19 h, temps libre en cellule ;

21 h, extinction des lumières.

Comme elle, les autres détenus se plongèrent dans la lecture de ce planning. Les plus rapides relevèrent la tête les premiers, l'air circonspect. Edmée attendit patiemment que tout le monde termine.

— Est-ce que vous avez des questions ?

Au début personne ne se manifesta. Irène retourna la feuille pour voir s'il y avait un verso et constatant que ce n'était pas le cas, leva la main. Pas moins de quatre autres détenus l'imitèrent à plus ou moins une seconde prés. Edmée lui donna la priorité d'un simple geste de la main.

— Pourquoi il n'y a que les trois premiers jours ?

— Les plannings seront faits et donnés au fur et à mesure.

— Pourquoi ?

— Pour que la production puisse adapter les emplois du temps en fonction de la progression du jeu. D'autres questions ?

À son ton péremptoire, Irène comprit qu'Edmée n'avait pas l'intention de s'étendre davantage sur les ficelles de l'émission. Les producteurs se gardaient le droit de modifier les règles à tout moment. Pour les téléspectateurs, cela devait être plaisant de ne pas savoir à quoi s'attendre, mais pour Irène, c'était une source supplémentaire d'incertitude.

— Qu'est-ce que l'épreuve de faveurs ? demanda Enzo.

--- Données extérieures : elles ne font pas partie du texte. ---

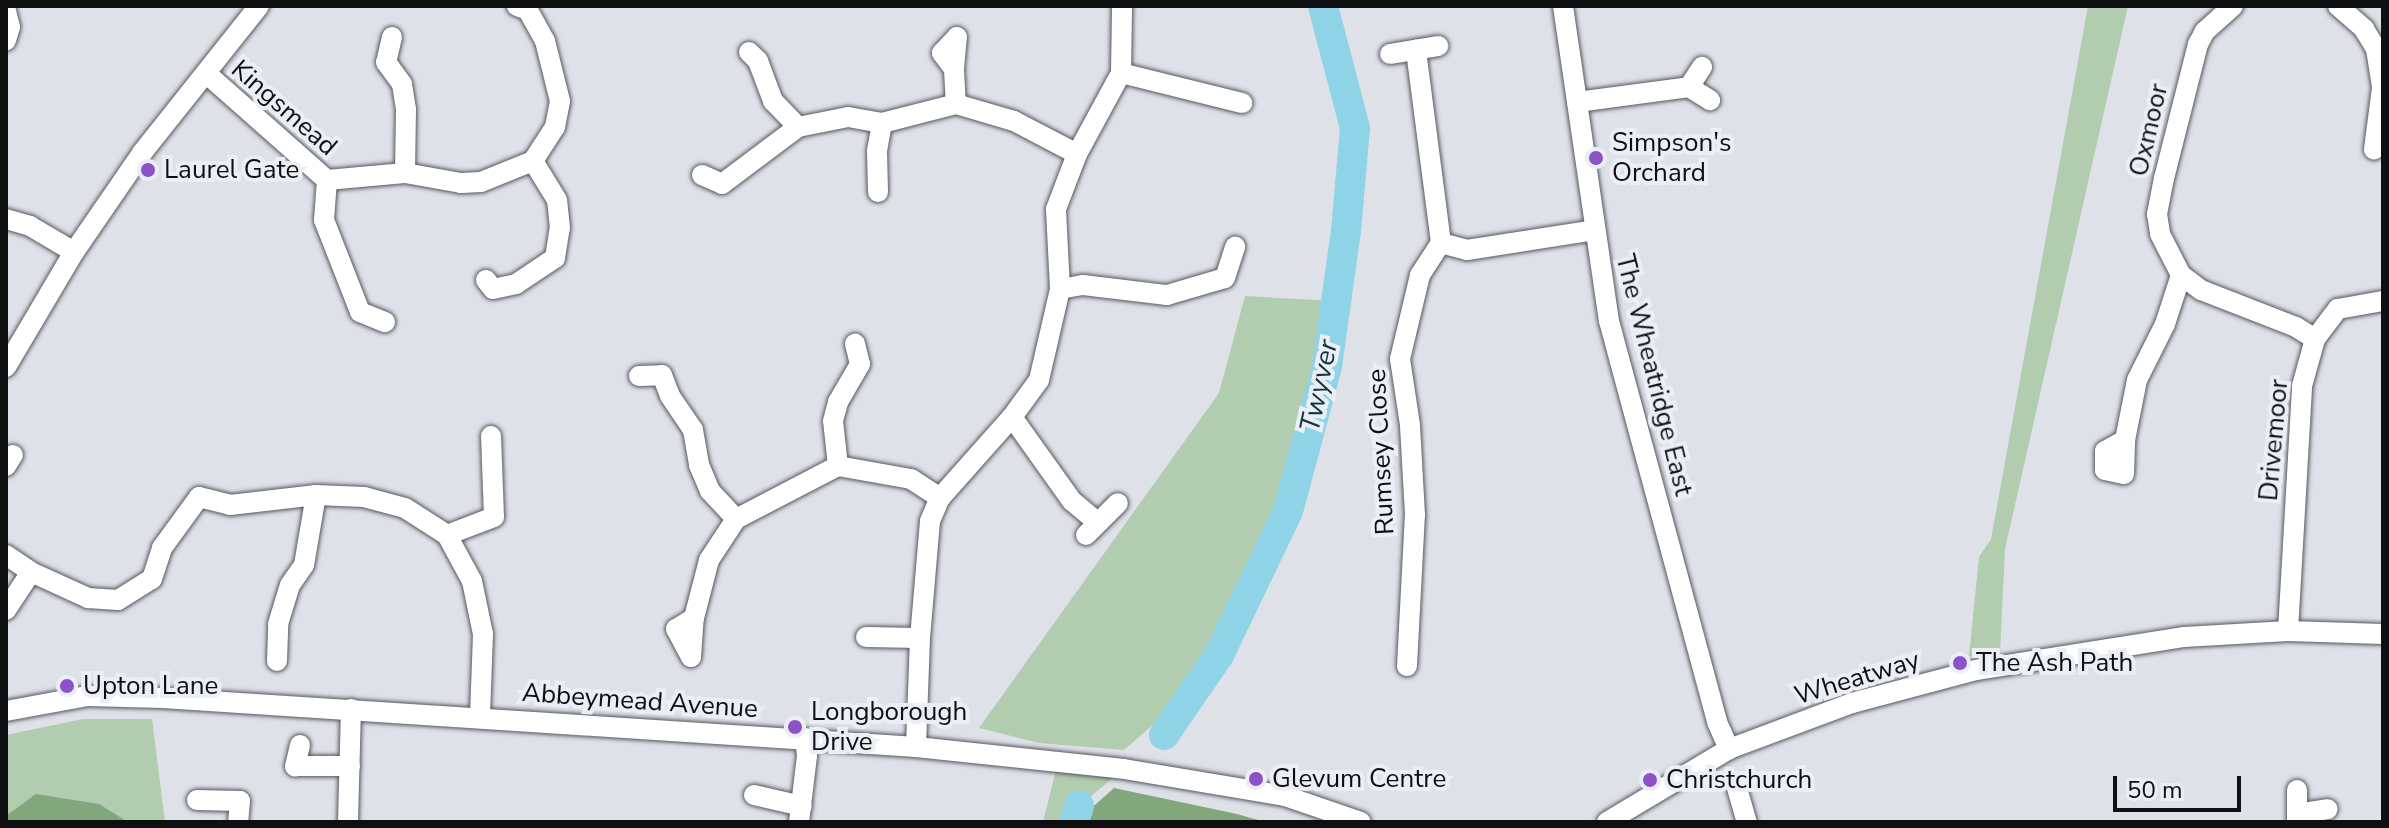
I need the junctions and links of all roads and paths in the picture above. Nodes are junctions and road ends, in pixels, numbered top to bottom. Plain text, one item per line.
1 (259, 6) edge
2 (1122, 6) edge
3 (1563, 6) edge
4 (2233, 6) edge
5 (2338, 6) edge
6 (525, 7) edge
7 (6, 11) edge
8 (392, 37) dead end
9 (6, 40) edge
10 (1438, 46) dead end
11 (1416, 50) junction
12 (1390, 54) dead end
13 (759, 56) dead end
14 (1702, 67) dead end
15 (954, 69) dead end
16 (1121, 73) junction
17 (207, 74) junction
18 (1689, 87) junction
19 (1232, 95) dead end
20 (1710, 100) dead end
21 (1577, 102) junction
22 (956, 104) junction
23 (882, 123) junction
24 (798, 127) junction
25 (2374, 149) dead end
26 (1077, 154) junction
27 (533, 161) junction
28 (405, 173) junction
29 (702, 175) dead end
30 (327, 180) junction
31 (878, 192) dead end
32 (6, 219) edge
33 (1594, 230) junction
34 (1441, 243) junction
35 (1235, 247) dead end
36 (74, 252) junction
37 (2181, 275) junction
38 (486, 280) dead end
39 (1060, 289) junction
40 (2383, 301) edge
41 (385, 322) dead end
42 (2315, 339) junction
43 (855, 344) dead end
44 (6, 367) edge
45 (639, 376) dead end
46 (1012, 417) junction
47 (491, 436) dead end
48 (2125, 440) dead end
49 (838, 466) junction
50 (316, 495) junction
51 (940, 498) junction
52 (1118, 503) dead end
53 (736, 519) junction
54 (447, 535) junction
55 (6, 555) edge
56 (31, 572) junction
57 (6, 610) edge
58 (2288, 631) junction
59 (2383, 634) edge
60 (866, 637) dead end
61 (920, 638) junction
62 (691, 657) dead end
63 (277, 661) dead end
64 (1407, 666) dead end
65 (351, 709) junction
66 (6, 711) edge
67 (480, 716) junction
68 (805, 738) junction
69 (300, 745) dead end
70 (916, 747) junction
71 (1729, 749) junction
72 (350, 766) junction
73 (1737, 788) dead end
74 (2297, 790) dead end
75 (763, 791) dead end
76 (197, 800) dead end
77 (2328, 809) dead end
78 (801, 814) edge
79 (2297, 818) edge
80 (238, 822) edge
81 (348, 822) edge
82 (1361, 822) edge
83 (1607, 822) edge
84 (1747, 822) edge

1 - 17 street
2 - 16 street
3 - 21 street, The Wheatridge East
4 - 37 street, Oxmoor
5 - 25 street
6 - 27 street
7 - 9 street
8 - 28 street
10 - 11 street
11 - 12 street
11 - 34 street
13 - 24 street
14 - 18 street
15 - 22 street
16 - 19 street
16 - 26 street
17 - 30 street, Kingsmead
17 - 36 street
18 - 20 street
18 - 21 street
21 - 33 street, The Wheatridge East
22 - 23 street
22 - 26 street
23 - 24 street
23 - 31 street
24 - 29 street
26 - 39 street
27 - 28 street, Kingsmead
27 - 38 street
28 - 30 street, Kingsmead
30 - 41 street, Kingsmead
32 - 36 street
33 - 34 street
33 - 71 street, The Wheatridge East
34 - 64 street, Rumsey Close
35 - 39 street
36 - 44 street
37 - 42 street
37 - 48 street
39 - 46 street
40 - 42 street, Drivemoor
42 - 58 street, Drivemoor
43 - 49 street
45 - 53 street
46 - 51 street
46 - 52 street
47 - 54 street
49 - 51 street
49 - 53 street
50 - 54 street
50 - 56 street
50 - 63 street
51 - 61 street
53 - 62 street
54 - 67 street
55 - 56 street
56 - 57 street
58 - 59 street, Wheatway
58 - 71 street, Wheatway
60 - 61 street
61 - 70 street
65 - 66 street, Abbeymead Avenue
65 - 67 street, Abbeymead Avenue
65 - 72 street
67 - 68 street, Abbeymead Avenue
68 - 70 street, Abbeymead Avenue
68 - 78 street
69 - 72 street
70 - 82 street, Abbeymead Avenue
71 - 83 street, Wheatway
72 - 81 street
73 - 84 street
74 - 79 street
75 - 78 street
76 - 80 street
77 - 79 street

Irène hocha la tête. Bonne question. Pourtant, c'était étrange. Irène connaissait les règles du jeu. Pourquoi ne se souvenait-elle pas de ça ? Il y avait décidément beaucoup de trous dans sa tête.

— Avant chaque procès, vous devrez affronter une épreuve qui vous opposera les uns aux autres. Les meilleurs obtiendront des faveurs, c'est-à-dire des droits de vote supplémentaires pour le procès. Vous aurez de cette façon plus de chances d'éliminer l'un de vos adversaires et peut-être votre ennemi.

— C'est une épreuve individuelle ?

— Cela dépend. Chaque épreuve est différente. Certaines se jouent en équipe, d'autres en solo. Parfois, plusieurs détenus peuvent remporter des faveurs, parfois il n'y a qu'un seul vainqueur.

— Comment se fait-il que je ne me souvienne pas de cette règle ? demanda Jordan qui avait levé la main et parlé en même temps, sans attendre d'autorisation. Je veux dire... quand j'ai regardé Ennemis jurés à la télévision les dernières fois... je ne me rappelle pas de ça.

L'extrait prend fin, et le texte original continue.